La constitution d’une Base industrielle et technologique de défense (BITD) européenne doit être une priorité pour la France qui doit mener une réflexion sur sa souveraineté et proposer des solutions originales. Cela signifie dépasser le strict cadre national et accepter d’innover et de penser autrement.
Comment concilier la souveraineté française et la constitution de la BITD européenne ?
How Can French Sovereignty be Reconciled with the Establishment of the European Defence Technological and Industrial Base (EDTIB)?
Establishing an EDTIB should be a priority for France, and the country needs to look closely at its sovereignty and to come up with some innovative solutions. That in turn means going beyond the strictly national framework and accepting the need to think differently.

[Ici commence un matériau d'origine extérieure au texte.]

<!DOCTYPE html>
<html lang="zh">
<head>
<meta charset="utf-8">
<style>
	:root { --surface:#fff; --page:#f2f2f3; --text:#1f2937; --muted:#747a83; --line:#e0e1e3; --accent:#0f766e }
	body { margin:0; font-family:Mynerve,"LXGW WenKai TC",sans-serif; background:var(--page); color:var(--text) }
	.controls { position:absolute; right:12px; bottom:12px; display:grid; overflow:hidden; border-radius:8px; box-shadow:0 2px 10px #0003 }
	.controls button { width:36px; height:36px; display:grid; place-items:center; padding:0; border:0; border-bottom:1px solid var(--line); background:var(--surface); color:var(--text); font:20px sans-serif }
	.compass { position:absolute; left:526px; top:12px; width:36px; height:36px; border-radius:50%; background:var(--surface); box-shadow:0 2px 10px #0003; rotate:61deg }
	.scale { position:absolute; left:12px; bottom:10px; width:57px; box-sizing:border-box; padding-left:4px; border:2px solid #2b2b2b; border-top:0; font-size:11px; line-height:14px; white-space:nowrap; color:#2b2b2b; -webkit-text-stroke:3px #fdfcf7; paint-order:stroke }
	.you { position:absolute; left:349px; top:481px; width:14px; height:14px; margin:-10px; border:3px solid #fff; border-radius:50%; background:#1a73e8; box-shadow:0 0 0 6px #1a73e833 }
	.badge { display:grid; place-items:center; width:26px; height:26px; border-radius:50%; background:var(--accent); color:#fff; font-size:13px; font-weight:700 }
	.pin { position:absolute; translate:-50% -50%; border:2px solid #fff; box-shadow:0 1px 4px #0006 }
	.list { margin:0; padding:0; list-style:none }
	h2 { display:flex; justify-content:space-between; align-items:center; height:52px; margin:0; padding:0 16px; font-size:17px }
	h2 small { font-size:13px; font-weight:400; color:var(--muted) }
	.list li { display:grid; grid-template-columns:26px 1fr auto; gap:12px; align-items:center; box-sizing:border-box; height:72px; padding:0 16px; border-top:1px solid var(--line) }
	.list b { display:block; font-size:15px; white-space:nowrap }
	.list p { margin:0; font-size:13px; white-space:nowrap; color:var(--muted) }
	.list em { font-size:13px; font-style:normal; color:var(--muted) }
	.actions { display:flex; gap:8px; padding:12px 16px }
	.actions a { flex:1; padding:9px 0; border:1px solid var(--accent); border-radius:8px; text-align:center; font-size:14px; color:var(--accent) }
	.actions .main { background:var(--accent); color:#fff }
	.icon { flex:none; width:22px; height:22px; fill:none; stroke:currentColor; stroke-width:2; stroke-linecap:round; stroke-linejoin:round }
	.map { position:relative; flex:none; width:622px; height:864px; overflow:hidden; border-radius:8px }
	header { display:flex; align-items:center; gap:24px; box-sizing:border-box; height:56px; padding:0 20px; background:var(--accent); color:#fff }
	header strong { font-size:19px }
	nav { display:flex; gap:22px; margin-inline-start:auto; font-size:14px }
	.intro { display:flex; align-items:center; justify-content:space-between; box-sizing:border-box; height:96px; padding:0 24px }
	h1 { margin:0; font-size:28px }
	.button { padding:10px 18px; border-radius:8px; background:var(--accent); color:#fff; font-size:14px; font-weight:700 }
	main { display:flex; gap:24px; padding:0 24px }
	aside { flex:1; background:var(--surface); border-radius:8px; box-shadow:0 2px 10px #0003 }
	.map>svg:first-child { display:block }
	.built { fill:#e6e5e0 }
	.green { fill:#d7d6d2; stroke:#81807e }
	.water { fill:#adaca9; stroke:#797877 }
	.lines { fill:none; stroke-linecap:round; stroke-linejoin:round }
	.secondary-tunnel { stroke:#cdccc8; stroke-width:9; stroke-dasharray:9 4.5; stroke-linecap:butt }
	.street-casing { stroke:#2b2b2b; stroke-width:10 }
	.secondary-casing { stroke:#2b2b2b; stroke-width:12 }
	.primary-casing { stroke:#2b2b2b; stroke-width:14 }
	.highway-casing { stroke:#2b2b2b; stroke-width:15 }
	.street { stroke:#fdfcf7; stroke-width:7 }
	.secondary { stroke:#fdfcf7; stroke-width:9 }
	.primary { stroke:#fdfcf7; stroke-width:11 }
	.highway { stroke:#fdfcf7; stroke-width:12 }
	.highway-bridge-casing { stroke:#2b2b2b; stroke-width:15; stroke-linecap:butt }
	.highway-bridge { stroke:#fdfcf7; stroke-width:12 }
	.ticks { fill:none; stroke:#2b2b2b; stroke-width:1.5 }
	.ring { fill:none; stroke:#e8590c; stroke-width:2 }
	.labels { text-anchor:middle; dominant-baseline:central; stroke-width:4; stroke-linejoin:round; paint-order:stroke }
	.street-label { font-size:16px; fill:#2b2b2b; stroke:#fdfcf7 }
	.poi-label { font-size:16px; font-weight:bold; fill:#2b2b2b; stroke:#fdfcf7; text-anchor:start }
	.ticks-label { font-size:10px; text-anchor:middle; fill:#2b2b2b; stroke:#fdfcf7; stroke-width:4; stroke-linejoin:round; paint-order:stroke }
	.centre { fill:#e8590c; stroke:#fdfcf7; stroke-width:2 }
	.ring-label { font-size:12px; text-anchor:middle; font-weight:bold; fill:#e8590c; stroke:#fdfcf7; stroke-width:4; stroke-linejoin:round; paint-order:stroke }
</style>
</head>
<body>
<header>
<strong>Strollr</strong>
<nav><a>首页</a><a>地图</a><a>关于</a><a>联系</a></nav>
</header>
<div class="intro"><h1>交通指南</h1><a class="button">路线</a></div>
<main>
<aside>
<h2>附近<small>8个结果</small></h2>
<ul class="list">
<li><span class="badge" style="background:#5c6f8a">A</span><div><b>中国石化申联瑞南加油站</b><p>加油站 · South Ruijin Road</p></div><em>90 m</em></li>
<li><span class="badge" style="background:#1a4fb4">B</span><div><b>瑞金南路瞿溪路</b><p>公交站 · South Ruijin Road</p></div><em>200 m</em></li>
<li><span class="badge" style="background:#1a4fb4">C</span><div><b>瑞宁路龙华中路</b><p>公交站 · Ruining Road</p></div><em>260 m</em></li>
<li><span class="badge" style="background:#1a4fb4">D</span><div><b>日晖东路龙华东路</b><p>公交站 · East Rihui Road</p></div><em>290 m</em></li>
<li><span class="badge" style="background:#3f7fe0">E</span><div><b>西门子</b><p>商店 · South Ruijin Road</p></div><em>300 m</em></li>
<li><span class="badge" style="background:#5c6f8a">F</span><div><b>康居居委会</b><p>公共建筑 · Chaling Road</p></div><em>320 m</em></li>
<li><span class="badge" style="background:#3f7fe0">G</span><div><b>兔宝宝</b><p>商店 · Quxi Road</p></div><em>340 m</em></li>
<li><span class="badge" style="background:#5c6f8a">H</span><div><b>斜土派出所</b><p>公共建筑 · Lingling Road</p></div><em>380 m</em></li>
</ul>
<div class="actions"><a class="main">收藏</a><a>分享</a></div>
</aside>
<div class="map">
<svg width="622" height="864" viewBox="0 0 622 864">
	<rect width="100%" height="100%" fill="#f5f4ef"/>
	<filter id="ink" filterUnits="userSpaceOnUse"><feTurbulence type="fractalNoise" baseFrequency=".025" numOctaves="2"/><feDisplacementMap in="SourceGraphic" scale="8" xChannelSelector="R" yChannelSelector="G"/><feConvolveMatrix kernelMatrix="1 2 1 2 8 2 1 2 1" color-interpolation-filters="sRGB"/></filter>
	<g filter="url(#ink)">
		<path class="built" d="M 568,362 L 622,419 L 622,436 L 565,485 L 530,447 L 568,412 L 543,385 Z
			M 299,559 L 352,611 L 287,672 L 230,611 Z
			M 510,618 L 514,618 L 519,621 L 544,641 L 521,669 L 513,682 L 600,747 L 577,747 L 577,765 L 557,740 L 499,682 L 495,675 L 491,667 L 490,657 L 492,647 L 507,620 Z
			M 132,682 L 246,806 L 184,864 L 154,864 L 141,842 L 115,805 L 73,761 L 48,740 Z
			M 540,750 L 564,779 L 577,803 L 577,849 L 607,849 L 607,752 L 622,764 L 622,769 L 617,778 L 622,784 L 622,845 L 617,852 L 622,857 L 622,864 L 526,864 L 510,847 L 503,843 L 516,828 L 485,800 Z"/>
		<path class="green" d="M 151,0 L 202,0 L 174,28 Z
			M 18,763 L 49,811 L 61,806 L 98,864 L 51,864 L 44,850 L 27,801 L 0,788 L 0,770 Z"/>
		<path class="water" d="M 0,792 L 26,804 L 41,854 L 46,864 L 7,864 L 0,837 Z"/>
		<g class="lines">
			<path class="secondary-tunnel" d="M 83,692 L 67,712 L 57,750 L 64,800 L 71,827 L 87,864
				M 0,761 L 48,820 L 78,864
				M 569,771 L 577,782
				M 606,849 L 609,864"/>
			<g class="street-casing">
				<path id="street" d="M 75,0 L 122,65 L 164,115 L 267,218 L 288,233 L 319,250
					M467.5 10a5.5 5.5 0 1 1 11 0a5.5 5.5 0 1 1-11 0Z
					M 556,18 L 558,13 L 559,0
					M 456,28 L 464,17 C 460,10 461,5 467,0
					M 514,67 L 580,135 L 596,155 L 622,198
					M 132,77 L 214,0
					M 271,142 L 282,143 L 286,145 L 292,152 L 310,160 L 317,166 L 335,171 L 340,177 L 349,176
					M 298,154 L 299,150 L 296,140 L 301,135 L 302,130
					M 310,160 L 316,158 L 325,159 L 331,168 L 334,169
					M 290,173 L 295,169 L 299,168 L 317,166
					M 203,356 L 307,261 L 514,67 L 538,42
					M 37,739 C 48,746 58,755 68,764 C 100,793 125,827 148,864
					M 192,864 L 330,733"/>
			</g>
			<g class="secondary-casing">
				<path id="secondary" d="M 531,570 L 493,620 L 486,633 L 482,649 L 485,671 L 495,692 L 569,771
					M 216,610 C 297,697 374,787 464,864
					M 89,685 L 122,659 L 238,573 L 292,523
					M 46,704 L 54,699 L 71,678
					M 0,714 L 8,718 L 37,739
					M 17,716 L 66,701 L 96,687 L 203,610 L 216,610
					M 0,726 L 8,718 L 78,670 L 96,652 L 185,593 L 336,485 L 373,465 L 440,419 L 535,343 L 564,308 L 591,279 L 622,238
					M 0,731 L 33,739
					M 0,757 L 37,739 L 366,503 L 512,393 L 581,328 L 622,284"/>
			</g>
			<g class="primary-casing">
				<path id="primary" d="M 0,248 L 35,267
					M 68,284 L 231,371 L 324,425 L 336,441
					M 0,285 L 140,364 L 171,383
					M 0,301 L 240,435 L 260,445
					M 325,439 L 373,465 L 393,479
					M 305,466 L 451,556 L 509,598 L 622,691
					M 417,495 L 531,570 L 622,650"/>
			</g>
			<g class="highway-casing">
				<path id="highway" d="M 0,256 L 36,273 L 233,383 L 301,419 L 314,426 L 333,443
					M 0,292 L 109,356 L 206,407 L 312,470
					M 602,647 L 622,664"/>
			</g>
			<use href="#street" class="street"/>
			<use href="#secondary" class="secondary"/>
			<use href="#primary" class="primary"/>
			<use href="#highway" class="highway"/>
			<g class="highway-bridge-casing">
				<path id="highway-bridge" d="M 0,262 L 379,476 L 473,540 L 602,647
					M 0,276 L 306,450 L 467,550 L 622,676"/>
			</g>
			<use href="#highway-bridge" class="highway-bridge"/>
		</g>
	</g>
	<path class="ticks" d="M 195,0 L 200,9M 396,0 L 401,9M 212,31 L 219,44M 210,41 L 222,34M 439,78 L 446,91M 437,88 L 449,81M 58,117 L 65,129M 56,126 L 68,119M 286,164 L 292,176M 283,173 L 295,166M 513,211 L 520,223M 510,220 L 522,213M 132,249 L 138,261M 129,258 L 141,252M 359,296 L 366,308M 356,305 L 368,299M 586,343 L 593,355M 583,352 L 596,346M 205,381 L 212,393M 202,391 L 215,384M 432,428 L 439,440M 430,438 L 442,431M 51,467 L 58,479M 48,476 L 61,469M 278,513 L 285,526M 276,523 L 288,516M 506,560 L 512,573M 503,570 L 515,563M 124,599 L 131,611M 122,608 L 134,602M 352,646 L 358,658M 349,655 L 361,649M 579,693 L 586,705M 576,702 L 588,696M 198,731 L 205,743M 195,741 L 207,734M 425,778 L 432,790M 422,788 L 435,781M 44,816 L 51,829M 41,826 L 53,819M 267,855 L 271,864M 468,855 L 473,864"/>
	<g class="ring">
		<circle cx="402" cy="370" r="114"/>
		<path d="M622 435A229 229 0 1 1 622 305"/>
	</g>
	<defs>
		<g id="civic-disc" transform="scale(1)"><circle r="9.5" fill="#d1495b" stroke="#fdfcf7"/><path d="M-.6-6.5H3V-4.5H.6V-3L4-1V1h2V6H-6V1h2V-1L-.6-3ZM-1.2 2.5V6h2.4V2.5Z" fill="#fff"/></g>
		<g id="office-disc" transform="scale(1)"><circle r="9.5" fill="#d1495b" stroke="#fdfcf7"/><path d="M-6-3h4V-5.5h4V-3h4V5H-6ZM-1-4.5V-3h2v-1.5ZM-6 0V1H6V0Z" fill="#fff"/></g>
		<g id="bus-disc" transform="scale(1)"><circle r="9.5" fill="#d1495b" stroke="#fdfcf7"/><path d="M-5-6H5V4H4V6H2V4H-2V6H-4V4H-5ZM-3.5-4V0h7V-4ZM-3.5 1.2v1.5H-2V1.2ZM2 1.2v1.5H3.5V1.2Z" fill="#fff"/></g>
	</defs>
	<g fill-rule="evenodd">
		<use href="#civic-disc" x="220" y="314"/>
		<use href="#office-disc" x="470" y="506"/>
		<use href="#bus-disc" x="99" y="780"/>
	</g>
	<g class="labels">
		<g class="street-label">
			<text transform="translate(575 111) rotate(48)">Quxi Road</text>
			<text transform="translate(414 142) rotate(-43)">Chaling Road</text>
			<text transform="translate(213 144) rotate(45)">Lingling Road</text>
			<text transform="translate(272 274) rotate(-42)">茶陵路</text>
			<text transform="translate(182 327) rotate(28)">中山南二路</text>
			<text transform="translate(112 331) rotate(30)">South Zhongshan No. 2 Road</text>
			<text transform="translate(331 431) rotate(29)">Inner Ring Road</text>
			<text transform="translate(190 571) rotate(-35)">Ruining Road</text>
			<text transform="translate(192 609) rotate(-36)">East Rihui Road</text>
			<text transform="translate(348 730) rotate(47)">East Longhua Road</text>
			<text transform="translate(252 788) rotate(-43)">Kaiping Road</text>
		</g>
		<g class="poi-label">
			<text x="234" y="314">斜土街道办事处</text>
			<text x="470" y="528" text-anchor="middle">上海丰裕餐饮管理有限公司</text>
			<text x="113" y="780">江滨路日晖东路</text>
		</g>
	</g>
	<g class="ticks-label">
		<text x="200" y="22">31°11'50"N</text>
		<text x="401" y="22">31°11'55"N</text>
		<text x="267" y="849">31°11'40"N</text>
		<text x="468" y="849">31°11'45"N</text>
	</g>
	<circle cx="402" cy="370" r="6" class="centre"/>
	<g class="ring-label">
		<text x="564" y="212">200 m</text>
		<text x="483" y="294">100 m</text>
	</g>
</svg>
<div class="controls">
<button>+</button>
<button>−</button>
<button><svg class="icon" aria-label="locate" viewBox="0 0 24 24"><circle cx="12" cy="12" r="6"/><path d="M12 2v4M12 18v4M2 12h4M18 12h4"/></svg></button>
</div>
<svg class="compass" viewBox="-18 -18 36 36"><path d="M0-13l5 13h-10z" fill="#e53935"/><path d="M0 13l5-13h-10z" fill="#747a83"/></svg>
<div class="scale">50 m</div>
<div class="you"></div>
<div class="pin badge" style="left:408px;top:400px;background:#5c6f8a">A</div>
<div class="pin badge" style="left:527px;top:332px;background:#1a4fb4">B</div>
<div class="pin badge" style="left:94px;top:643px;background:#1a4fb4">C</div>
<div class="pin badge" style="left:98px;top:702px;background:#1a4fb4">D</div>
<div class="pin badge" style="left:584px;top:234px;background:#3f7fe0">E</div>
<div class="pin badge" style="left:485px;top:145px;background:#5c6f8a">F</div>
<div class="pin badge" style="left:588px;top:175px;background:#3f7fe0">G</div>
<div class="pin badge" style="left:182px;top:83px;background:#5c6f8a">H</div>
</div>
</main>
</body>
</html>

« Les États européens [doivent faire] le choix de partager leur souveraineté. » Tels sont les termes employés dans le rapport Bockel, en date du 1er septembre 2017. Le rapporteur général de la Commission de l’économie et des finances de l’assemblée parlementaire de l’Otan traite bien ici de la défense européenne. Il poursuit en soulevant un paradoxe qui semble insoluble : « La défense est le domaine par excellence dans lequel les États désirent préserver leur souveraineté nationale. »
La notion de souveraineté est précise si l’on se réfère à un contexte purement national : « souverain : se dit d’un pouvoir qui n’est limité par aucun autre ». Cependant, cette notion soulève très vite un premier paradoxe : les limites d’ordre politique, économique voire psychologique, sont nombreuses si l’on tente de donner à cette notion de souveraineté une dimension européenne. Quant à la base industrielle et technologique de défense (BITD) européenne, son contour reste pour le moins flou, même si elle est tout d’abord la somme des BITD nationales. À ces difficultés s’ajoutent deux freins majeurs : les emplois de haute technicité de toute BITD sont moins facilement délocalisables ; les projets en coopération doivent faire face, non sans difficultés, aux exigences des États de maintien de compétences et de moyens sur leur territoire dans de nombreux domaines : recherche, expertise, essais. Ainsi, le maintien de la vitalité de la BITD française est un enjeu de souveraineté et d’autonomie stratégique. Comment résoudre alors ces paradoxes, ces conflits, y compris d’ordre sémantique, puisque la notion de « souveraineté » est bien d’ordre politique, quand la BITD est de nature industrielle et économique ?
Les enjeux liés au sujet sont nombreux et complexes, dans un environnement européen mouvant qui semble dernièrement donner davantage d’opportunités (FED, EDIDP…) à la construction d’une BITD-E solide : recherche et investissement, coopération, soutien à l’export, acquisition, concurrence… La conservation du meilleur niveau technologique pour la défense et la sécurité françaises sur le long terme, en maintenant ou renforçant notre niveau de souveraineté et les investissements liés, ne sont pas forcément compatibles avec les contraintes et impératifs financiers étatiques et privés. Le marché national est parfois insuffisant, et l’export permet de combler en partie cette faiblesse liée aux volumes, tout en étant limités dans notre action autonome par une très forte concurrence européenne. Pour les uns, la coopération permet ainsi de limiter les duplications de moyens, d’obtenir un effet « volume » devant se traduire par une baisse générale des coûts. Pour les autres, ce sont les consolidations industrielles, avec des rationalisations, qui limitent la duplication de moyens. Les coopérations ne faisant ainsi que limiter le nombre de développements différents, et donc les coûts non récurrents des systèmes, en les mutualisant.